Here are my solutions to exercise 6.

The Backpropagation Algorithm

Part 1 - Backpropagation with a Single Modified Neuron

Question

Suppose we modify a single neuron in a feedforward network so that the output from the neuron is given by $f({\sum }_j{w}_j{x}_j+b)$, where $f$ is some function other than the sigmoid. How should we modify the backpropagation algorithm in this case?

Solution

We first would have to calculate the derviate for the function $f$ since it is needed for the backpropagation output error vector ${\delta }^L$ and ${\delta }^l$. But other than that the neural network does not need any tweaking. You may think that it needs tweaking because ${\delta }_j^l$ is dependent on $f$ but we have defined ${\delta }_j^l=\frac{\partial C}{\partial z_j^l}$ and ${\delta }_j^l\ne \frac{\partial C}{\partial a_j^l}$. We did this because it makes our lives easier for this particular case!

From Michael Nielsen:

You might wonder why the demon is changing the weighted input $z_j^l$. Surely it'd be more natural to imagine the demon changing the output activation $a_j^l$, with the result that we'd be using $\frac{\partial C}{\partial a_j^l}$ as our measure of error. In fact, if you do this things work out quite similarly to the discussion below. But it turns out to make the presentation of backpropagation a little more algebraically complicated. So we'll stick with ${\delta }_j^l=\frac{\partial C}{\partial z_j^l}$ as our measure of error.

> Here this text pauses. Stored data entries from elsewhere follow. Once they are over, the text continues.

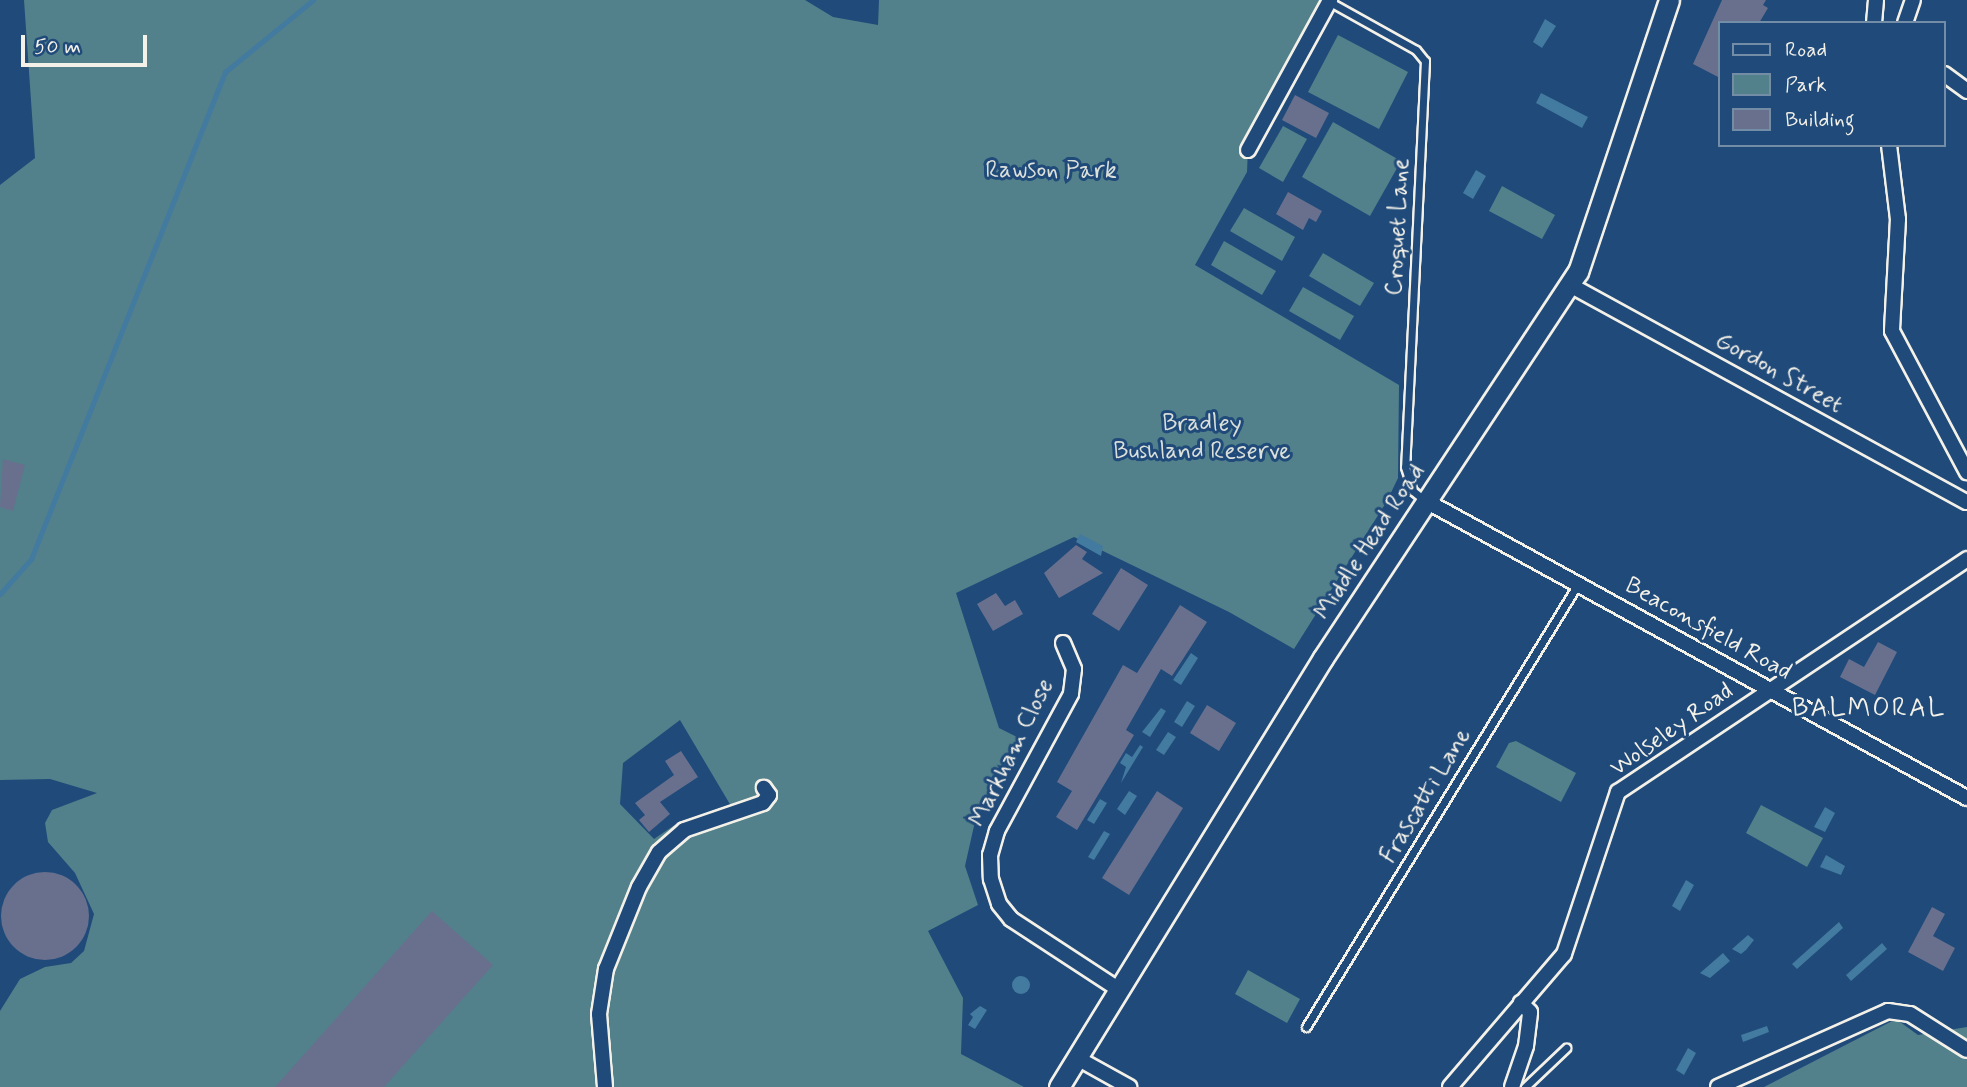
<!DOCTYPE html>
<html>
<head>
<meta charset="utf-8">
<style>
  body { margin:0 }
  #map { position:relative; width:1967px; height:1087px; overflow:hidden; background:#1f4a7a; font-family:Mynerve,sans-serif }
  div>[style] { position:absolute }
  .green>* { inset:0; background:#52818b }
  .water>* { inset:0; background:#437a9f }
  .round { border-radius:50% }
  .stream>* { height:5px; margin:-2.5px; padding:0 2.5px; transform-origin:2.5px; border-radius:2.5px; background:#437a9f }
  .building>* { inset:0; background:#68708e }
  .roads { filter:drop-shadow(2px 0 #f4f1e8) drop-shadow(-2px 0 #f4f1e8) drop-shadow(0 2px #f4f1e8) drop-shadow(0 -2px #f4f1e8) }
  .service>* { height:7px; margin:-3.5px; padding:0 3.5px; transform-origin:3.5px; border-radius:3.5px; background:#1f4a7a }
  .minor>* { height:14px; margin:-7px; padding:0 7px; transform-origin:7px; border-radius:7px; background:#1f4a7a }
  .tertiary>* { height:19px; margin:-9.5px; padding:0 9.5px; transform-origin:9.5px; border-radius:9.5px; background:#1f4a7a }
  span { translate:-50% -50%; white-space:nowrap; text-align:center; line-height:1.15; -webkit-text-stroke:6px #1f4a7a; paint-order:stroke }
  .park-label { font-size:24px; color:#dce0da }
  .street-label { font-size:24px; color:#f4f1e8 }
  .neighbourhood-label { font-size:26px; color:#f4f1e8; letter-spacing:2px }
  .legend { position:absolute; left:1718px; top:21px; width:228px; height:126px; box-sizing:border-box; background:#1f4a7a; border:2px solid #748da6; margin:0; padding:9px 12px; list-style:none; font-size:21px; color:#f4f1e8 }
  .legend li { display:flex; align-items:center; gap:14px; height:35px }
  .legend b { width:35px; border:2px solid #748da6 }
  .scale { position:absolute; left:21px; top:35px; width:126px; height:32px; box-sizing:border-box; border:4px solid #f4f1e8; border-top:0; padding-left:9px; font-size:21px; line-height:24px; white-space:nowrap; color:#f4f1e8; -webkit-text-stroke:5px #1f4a7a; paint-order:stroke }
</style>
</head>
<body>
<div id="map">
  <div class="green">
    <i style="clip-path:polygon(evenodd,24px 0,805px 0,833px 17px,878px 25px,879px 0,1330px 0,1248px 149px,1247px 172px,1195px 265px,1399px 385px,1398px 478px,1387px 501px,1294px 649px,1229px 612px,1074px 537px,956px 593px,999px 728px,1021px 739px,976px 817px,965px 866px,978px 905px,928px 931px,963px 998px,961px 1054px,1024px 1087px,0 1087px,0 1011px,20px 979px,45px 967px,71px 963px,84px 951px,94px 914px,75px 873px,48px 842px,45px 823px,52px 810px,97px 793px,50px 779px,0 780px,0 185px,35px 158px,24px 0,680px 720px,731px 806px,679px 822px,654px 839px,620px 804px,623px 763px,680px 720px)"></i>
    <i style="clip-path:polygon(1338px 35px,1408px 72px,1379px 129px,1308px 92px)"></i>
    <i style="clip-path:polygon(1333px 122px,1401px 161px,1370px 216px,1302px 177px)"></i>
    <i style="clip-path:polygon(1283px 126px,1307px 139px,1283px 182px,1259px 168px)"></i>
    <i style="clip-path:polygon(1502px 186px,1555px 215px,1542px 239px,1489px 211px)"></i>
    <i style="clip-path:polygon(1244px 208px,1295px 237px,1282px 261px,1230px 231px)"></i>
    <i style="clip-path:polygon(1224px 241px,1276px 271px,1262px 295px,1211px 265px)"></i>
    <i style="clip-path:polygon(1323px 253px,1374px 283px,1360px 306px,1309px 276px)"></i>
    <i style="clip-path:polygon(1303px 287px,1354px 316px,1340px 340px,1289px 311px)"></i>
    <i style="clip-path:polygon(1516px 741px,1576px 773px,1561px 802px,1496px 767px,1509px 743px)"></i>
    <i style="clip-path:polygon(1761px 805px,1823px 838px,1807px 867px,1746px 833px)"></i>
    <i style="clip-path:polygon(1248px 970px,1300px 999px,1287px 1023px,1235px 994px)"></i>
    <i style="clip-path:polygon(1896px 1019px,1918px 1035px,1967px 1027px,1967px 1087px,1764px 1087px)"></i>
  </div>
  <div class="water">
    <i style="clip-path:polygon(1545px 19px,1556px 26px,1542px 48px,1533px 42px)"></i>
    <i style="clip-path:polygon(1541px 93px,1588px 117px,1582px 128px,1536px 103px)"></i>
    <i style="clip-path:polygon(1476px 170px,1486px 176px,1473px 199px,1463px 193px)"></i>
    <i style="clip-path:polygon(1080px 534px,1103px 546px,1101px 556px,1076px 542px)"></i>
    <i style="clip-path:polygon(1191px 653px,1198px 658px,1181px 685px,1173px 680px)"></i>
    <i style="clip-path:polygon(1187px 701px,1195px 706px,1182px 727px,1174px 722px)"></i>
    <i style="clip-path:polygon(1161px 708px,1166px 711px,1150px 737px,1142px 732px)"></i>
    <i style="clip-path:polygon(1168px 732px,1176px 737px,1164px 755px,1156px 750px)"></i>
    <i style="clip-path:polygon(1140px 745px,1143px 747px,1121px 783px,1126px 767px,1120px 763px,1126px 753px,1132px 757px)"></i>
    <i style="clip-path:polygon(1129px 791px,1137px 796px,1125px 815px,1117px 809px)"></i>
    <i style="clip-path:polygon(1100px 799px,1107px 803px,1094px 824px,1087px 820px)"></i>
    <i style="clip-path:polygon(1825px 807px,1835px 813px,1825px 832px,1814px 827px)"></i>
    <i style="clip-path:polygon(1104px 831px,1110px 834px,1094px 860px,1088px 857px)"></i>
    <i style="clip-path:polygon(1826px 855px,1845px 866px,1841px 875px,1820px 867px)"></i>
    <i style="clip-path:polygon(1686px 880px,1694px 885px,1680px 911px,1672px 906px)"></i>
    <i style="clip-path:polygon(1839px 922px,1843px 928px,1797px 969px,1792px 964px)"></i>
    <i style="clip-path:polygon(1748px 935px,1754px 940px,1746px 950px,1741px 954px,1732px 949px)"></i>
    <i style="clip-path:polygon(1882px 943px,1887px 949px,1851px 981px,1846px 975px)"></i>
    <i style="clip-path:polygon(1723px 953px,1730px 961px,1710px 978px,1700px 973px)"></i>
    <i class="round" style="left:1012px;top:976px;width:18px;height:18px"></i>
    <i style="clip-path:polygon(980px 1006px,987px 1010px,975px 1029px,968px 1025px,973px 1017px,970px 1014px)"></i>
    <i style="clip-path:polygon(1767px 1026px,1769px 1032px,1743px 1042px,1741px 1035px)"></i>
    <i style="clip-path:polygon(1688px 1048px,1696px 1053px,1684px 1075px,1676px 1070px)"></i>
  </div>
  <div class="stream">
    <i style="left:0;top:594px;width:47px;rotate:-48.5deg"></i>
    <i style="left:31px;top:559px;width:524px;rotate:-68.28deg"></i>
    <i style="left:225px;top:72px;width:114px;rotate:-39.3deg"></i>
  </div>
  <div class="building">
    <i style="clip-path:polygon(1722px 0,1766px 0,1763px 5px,1768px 8px,1759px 23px,1720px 23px,1720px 78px,1693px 64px)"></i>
    <i style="clip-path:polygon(1295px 95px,1329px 113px,1316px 138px,1282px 120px)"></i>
    <i style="clip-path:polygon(1288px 192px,1322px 211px,1316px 222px,1309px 218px,1303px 230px,1276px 214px)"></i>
    <i style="clip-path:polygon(3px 459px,25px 465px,13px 511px,0 507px)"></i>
    <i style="clip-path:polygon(1076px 545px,1087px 552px,1082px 559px,1103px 573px,1059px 598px,1044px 573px)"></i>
    <i style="clip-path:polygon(1121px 568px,1148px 585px,1119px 631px,1092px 614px)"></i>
    <i style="clip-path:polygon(996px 593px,1005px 606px,1015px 600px,1023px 614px,993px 631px,977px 604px)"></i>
    <i style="clip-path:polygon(1180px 605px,1207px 622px,1172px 676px,1161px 669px,1126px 730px,1134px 735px,1077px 830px,1056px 817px,1072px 791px,1057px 782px,1123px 665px,1137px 673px)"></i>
    <i style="clip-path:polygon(1878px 642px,1897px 652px,1875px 695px,1840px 677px,1849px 659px,1864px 667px)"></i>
    <i style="clip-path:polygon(1207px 705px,1236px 723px,1219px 751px,1190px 733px)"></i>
    <i style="clip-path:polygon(681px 751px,698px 777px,660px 802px,670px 814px,649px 832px,639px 820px,645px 815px,635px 803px,674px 775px,665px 761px)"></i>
    <i style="clip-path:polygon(1157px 791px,1183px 808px,1129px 895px,1102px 878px)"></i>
    <i class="round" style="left:1px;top:872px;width:88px;height:88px"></i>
    <i style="clip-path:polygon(1932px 907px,1945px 914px,1933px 936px,1955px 948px,1943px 971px,1908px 952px)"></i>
    <i style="clip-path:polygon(432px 911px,493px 965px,384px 1087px,275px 1087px)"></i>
  </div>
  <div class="roads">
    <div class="service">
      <i style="left:1330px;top:2px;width:98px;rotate:29.2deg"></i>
      <i style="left:1416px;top:50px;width:14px;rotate:51deg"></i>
      <i style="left:1425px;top:61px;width:406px;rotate:92.8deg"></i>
      <i style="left:1405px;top:467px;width:25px;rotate:72deg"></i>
      <i style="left:1413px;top:491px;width:14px;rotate:39deg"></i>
      <i style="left:1306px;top:1027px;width:520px;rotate:-58.45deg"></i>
      <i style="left:1525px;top:1087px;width:57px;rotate:-43.6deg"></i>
    </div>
    <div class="minor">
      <i style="left:1874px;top:23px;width:23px;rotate:-85deg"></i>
      <i style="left:1905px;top:23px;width:24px;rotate:-71deg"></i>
      <i style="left:1944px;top:74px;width:29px;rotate:36deg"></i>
      <i style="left:1889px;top:145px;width:75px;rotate:83.1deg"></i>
      <i style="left:1898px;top:219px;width:112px;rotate:93.1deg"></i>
      <i style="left:1892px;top:331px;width:160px;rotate:62deg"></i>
      <i style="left:1248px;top:150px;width:171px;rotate:-61.3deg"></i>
      <i style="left:1570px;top:285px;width:452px;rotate:28.7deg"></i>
      <i style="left:1426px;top:501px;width:617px;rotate:28.77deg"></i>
      <i style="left:1063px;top:643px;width:28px;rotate:67deg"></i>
      <i style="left:1074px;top:669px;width:25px;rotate:97deg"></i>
      <i style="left:1071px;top:694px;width:156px;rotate:118.4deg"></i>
      <i style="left:997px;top:831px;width:25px;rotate:106deg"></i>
      <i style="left:990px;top:855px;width:24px;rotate:88deg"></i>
      <i style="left:991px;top:879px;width:26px;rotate:72deg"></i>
      <i style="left:999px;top:904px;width:19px;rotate:51deg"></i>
      <i style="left:1011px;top:919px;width:128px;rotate:33.2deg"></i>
      <i style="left:1077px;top:1058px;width:60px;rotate:29.1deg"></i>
      <i style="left:605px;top:1087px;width:73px;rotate:-94.7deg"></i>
      <i style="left:599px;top:1014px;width:46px;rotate:-81.2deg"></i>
      <i style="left:606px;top:969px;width:88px;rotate:-68.1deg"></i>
      <i style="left:639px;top:887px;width:40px;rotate:-60.3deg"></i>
      <i style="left:659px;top:852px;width:33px;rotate:-41deg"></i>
      <i style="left:684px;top:830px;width:83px;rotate:-18.9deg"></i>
      <i style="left:763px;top:803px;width:10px;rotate:-53deg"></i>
      <i style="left:769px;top:795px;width:9px;rotate:-126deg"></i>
      <i style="left:1450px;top:1087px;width:175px;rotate:-49.4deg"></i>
      <i style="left:1564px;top:954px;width:171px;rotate:-71.6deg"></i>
      <i style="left:1618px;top:792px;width:420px;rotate:-33.7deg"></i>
      <i style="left:1512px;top:1087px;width:43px;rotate:-71.1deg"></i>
      <i style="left:1526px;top:1046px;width:34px;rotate:-83deg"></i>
      <i style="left:1530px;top:1012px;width:13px;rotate:-135deg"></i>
      <i style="left:1718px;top:1087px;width:186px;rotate:-24.1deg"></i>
      <i style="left:1888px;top:1011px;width:22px;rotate:8deg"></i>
      <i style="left:1910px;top:1014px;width:67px;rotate:32.3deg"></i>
    </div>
    <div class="tertiary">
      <i style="left:1059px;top:1087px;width:504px;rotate:-58.39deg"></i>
      <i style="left:1323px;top:658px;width:463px;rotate:-56.6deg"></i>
      <i style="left:1578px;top:272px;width:287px;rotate:-71.5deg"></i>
    </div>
  </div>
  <div class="park-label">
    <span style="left:1051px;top:171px">Rawson Park</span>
    <span style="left:1202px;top:438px">Bradley<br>Bushland Reserve</span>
  </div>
  <div class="street-label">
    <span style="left:1398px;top:227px;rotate:-87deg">Croquet Lane</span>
    <span style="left:1779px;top:373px;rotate:29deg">Gordon Street</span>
    <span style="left:1370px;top:542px;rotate:-57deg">Middle Head Road</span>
    <span style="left:1708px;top:629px;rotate:29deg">Beaconsfield Road</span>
    <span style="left:1672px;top:730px;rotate:-35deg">Wolseley Road</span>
    <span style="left:1012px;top:753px;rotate:-64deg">Markham Close</span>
    <span style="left:1426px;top:796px;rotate:-59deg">Frascatti Lane</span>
  </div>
  <div class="neighbourhood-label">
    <span style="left:1869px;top:710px">BALMORAL</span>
  </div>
  <ul class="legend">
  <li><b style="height:9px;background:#1f4a7a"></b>Road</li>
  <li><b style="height:19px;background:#52818b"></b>Park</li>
  <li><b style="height:19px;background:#68708e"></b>Building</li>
  </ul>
  <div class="scale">50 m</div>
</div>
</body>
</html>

Part 2 - Backpropagation with Linear Neurons

Question

Suppose we replace the usual non-linear $\sigma$ function with $\sigma (z)=z$ throughout the network. Rewrite the backpropagation algorithm for this case.

Solution

Since $\sigma (z)=z$ then ${\sigma }^{\prime }(z)=1$, so it follows that ${\delta }^L={\nabla }_{a}C\circ {\sigma }^{\prime }(z^L)={\nabla }_{a}C$. Also, ${\delta }^l=((w^{l+1}{)}^T{\delta }^{l+1})\circ {\sigma }^{\prime }(z^l)=(w^{l+1}{)}^T{\delta }^{l+1}$.